= What you are asked to do =
Look below for the line containing "M1231,925l121,32 -11,50 -123,-34"; from there through the line containing "M728,1075v3l42,-2 81,12 167,61 254,70", both lines included, please set down each line exactly and nothing else.

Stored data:

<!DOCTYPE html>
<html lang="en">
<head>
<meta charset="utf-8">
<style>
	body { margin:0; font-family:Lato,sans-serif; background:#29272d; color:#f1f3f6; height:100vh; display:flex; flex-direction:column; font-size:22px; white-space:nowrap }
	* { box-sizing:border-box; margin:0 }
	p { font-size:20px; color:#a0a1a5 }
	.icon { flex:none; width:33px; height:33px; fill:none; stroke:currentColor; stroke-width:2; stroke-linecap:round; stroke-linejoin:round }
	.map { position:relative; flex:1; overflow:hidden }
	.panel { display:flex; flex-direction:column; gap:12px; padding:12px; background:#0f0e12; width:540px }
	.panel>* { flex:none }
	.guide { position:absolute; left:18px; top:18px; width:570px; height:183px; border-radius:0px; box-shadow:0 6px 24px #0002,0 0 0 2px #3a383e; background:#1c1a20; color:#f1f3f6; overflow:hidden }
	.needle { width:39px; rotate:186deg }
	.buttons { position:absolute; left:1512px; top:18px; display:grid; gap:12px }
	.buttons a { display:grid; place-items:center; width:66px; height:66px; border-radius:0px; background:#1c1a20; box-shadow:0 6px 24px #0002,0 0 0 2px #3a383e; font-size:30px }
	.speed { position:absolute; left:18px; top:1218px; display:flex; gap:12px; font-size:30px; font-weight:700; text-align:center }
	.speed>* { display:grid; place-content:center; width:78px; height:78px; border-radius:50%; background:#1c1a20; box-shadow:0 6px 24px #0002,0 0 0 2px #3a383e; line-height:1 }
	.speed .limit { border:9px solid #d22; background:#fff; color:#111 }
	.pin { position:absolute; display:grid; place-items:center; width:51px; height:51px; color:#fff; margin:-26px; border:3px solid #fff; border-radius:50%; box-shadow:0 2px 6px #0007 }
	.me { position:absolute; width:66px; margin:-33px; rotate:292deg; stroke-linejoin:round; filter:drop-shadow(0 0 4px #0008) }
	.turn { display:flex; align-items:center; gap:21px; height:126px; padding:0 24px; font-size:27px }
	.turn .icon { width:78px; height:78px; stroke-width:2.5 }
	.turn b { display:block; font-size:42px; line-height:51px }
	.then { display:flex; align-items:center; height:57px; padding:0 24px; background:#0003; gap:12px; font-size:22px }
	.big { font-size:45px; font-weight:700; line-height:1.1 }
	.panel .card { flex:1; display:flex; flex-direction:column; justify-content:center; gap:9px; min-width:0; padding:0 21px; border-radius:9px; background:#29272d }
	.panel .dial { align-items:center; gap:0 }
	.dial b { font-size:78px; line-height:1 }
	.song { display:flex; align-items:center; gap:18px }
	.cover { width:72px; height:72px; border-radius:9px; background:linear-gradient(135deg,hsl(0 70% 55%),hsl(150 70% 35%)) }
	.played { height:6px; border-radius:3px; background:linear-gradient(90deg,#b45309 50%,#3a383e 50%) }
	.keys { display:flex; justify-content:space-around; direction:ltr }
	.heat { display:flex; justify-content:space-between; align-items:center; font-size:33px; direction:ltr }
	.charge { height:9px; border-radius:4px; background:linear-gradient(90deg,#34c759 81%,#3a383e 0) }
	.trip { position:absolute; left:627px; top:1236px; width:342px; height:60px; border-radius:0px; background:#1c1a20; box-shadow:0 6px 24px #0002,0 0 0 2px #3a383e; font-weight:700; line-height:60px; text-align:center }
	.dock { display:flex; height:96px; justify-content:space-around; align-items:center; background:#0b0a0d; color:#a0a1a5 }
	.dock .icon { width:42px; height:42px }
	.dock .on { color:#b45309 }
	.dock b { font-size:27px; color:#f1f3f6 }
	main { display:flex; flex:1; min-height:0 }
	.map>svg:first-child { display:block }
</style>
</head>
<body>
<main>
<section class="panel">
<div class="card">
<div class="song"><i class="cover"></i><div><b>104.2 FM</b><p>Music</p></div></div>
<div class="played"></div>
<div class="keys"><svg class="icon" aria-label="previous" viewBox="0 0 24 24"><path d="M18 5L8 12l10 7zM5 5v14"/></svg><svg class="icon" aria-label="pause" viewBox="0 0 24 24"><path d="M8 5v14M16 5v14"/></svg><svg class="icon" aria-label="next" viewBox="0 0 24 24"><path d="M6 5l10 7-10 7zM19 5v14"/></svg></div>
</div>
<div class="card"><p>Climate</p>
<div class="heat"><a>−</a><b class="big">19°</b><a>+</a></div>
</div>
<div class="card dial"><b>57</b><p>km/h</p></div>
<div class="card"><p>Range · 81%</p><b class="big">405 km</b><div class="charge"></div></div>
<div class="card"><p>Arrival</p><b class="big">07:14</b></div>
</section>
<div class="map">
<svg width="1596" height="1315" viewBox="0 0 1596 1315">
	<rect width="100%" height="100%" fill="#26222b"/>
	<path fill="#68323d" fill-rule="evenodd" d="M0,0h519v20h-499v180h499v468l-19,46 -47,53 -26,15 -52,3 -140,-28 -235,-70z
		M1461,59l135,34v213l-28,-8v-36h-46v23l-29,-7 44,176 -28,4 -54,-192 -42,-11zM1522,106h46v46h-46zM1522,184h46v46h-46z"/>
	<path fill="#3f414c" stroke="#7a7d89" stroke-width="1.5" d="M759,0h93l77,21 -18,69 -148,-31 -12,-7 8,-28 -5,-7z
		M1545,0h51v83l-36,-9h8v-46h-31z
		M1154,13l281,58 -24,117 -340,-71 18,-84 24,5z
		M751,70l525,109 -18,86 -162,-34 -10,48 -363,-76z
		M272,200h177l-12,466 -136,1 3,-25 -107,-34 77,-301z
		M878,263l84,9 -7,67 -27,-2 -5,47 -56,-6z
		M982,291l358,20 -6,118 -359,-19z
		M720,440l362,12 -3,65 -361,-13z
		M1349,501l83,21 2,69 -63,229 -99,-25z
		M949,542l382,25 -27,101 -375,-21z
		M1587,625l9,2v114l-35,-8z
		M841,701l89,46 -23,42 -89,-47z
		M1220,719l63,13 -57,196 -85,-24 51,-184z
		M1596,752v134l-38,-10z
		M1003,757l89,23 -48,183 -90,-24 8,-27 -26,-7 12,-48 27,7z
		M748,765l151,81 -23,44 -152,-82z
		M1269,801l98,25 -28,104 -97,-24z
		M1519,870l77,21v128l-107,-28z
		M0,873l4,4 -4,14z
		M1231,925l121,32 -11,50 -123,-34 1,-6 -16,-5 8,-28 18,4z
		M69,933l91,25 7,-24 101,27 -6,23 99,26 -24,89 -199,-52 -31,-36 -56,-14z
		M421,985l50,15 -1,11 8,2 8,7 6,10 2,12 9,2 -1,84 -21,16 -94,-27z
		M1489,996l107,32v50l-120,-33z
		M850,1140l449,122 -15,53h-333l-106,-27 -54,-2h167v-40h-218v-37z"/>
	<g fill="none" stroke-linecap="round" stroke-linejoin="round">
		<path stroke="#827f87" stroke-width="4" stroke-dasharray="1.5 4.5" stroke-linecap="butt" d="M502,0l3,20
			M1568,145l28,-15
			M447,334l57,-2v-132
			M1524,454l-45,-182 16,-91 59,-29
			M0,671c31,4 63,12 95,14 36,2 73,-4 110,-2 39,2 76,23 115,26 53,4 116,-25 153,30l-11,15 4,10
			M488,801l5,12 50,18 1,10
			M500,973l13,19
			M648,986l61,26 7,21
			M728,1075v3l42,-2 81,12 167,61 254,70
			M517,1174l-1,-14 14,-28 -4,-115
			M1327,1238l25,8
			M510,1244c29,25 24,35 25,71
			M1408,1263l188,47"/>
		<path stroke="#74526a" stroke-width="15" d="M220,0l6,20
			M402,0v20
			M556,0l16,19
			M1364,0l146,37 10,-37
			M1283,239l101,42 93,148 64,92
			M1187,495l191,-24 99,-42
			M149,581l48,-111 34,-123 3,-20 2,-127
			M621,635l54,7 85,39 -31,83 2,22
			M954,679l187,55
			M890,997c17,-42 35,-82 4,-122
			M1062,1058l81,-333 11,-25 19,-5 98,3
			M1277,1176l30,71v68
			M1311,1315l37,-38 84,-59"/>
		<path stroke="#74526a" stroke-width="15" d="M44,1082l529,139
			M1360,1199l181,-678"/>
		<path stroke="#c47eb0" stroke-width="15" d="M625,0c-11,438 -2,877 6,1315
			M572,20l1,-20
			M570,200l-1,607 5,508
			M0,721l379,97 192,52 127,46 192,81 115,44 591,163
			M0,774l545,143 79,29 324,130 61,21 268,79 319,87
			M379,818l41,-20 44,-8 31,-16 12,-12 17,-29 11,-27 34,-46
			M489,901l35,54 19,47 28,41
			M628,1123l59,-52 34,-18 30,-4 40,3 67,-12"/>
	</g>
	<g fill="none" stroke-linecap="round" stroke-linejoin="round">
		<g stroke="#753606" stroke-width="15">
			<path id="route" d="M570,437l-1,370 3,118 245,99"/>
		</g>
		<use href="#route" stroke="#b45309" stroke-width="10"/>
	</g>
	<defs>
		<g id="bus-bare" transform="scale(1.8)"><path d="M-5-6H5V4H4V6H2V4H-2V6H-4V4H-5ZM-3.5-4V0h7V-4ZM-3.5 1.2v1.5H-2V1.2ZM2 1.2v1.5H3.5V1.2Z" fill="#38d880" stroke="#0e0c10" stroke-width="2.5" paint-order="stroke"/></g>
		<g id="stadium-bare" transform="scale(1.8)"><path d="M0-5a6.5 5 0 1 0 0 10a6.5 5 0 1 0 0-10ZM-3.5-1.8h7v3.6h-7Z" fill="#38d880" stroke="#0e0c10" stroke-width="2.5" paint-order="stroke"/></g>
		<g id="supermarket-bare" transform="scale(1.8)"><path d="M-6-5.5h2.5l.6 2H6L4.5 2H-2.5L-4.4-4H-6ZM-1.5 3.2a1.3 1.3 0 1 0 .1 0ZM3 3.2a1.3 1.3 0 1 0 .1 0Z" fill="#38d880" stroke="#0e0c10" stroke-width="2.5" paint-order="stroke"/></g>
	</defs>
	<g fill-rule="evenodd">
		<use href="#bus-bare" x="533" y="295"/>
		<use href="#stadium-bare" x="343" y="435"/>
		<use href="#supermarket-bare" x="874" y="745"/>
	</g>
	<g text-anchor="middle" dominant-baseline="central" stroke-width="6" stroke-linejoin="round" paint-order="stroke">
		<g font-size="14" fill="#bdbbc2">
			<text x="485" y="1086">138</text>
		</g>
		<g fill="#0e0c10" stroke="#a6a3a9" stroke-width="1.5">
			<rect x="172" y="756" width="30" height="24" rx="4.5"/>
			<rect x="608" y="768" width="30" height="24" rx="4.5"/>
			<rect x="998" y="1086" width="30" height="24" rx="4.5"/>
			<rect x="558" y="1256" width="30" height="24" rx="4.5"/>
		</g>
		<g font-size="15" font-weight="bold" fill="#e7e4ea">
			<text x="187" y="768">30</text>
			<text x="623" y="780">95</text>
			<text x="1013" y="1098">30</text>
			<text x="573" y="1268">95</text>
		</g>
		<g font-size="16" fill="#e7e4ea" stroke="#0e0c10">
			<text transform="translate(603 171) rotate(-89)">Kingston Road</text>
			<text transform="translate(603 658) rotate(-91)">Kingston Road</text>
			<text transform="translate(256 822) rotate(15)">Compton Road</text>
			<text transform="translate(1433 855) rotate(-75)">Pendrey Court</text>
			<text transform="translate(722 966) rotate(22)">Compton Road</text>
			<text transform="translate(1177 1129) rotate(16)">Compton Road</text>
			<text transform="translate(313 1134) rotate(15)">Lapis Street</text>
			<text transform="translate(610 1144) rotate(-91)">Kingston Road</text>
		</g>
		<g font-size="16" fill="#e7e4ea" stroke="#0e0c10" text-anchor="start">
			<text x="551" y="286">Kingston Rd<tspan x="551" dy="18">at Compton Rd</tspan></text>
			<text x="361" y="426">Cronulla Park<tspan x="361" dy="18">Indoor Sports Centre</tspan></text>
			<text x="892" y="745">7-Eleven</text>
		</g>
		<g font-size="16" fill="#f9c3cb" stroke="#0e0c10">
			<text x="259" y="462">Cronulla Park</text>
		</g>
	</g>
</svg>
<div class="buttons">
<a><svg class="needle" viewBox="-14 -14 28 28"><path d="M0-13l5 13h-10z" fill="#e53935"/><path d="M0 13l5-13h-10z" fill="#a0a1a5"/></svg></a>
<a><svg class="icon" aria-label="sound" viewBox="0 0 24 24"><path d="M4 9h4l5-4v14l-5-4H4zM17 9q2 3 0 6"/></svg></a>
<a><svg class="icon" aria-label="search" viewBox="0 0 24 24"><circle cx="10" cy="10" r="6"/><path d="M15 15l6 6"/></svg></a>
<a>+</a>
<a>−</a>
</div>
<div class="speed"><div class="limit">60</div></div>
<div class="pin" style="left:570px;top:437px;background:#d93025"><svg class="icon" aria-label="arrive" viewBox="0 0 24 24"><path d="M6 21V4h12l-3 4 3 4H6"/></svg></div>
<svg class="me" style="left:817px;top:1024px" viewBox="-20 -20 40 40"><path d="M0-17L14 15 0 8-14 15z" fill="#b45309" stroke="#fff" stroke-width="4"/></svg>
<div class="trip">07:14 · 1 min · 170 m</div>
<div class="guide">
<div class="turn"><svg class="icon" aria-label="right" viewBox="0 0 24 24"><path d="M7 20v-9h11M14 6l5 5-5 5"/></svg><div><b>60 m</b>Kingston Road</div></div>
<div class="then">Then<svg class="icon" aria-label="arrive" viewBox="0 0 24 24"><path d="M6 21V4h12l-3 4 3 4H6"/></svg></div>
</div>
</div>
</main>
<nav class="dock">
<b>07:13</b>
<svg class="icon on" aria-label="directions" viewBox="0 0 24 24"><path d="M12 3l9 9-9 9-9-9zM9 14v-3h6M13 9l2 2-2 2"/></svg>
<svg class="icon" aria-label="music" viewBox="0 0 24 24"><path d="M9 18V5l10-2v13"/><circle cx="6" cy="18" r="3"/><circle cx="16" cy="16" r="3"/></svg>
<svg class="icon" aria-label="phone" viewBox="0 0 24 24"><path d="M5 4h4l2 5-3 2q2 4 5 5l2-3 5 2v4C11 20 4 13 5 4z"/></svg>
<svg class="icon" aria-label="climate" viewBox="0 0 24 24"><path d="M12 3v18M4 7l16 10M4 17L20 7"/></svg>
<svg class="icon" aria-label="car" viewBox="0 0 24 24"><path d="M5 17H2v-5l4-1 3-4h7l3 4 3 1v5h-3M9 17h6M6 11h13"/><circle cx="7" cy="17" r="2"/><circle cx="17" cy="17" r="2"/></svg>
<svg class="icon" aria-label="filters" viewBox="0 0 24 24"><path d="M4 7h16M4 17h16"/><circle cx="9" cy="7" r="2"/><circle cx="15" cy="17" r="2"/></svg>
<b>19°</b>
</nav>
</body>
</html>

= Answer box =
		M1231,925l121,32 -11,50 -123,-34 1,-6 -16,-5 8,-28 18,4z
		M69,933l91,25 7,-24 101,27 -6,23 99,26 -24,89 -199,-52 -31,-36 -56,-14z
		M421,985l50,15 -1,11 8,2 8,7 6,10 2,12 9,2 -1,84 -21,16 -94,-27z
		M1489,996l107,32v50l-120,-33z
		M850,1140l449,122 -15,53h-333l-106,-27 -54,-2h167v-40h-218v-37z"/>
	<g fill="none" stroke-linecap="round" stroke-linejoin="round">
		<path stroke="#827f87" stroke-width="4" stroke-dasharray="1.5 4.5" stroke-linecap="butt" d="M502,0l3,20
			M1568,145l28,-15
			M447,334l57,-2v-132
			M1524,454l-45,-182 16,-91 59,-29
			M0,671c31,4 63,12 95,14 36,2 73,-4 110,-2 39,2 76,23 115,26 53,4 116,-25 153,30l-11,15 4,10
			M488,801l5,12 50,18 1,10
			M500,973l13,19
			M648,986l61,26 7,21
			M728,1075v3l42,-2 81,12 167,61 254,70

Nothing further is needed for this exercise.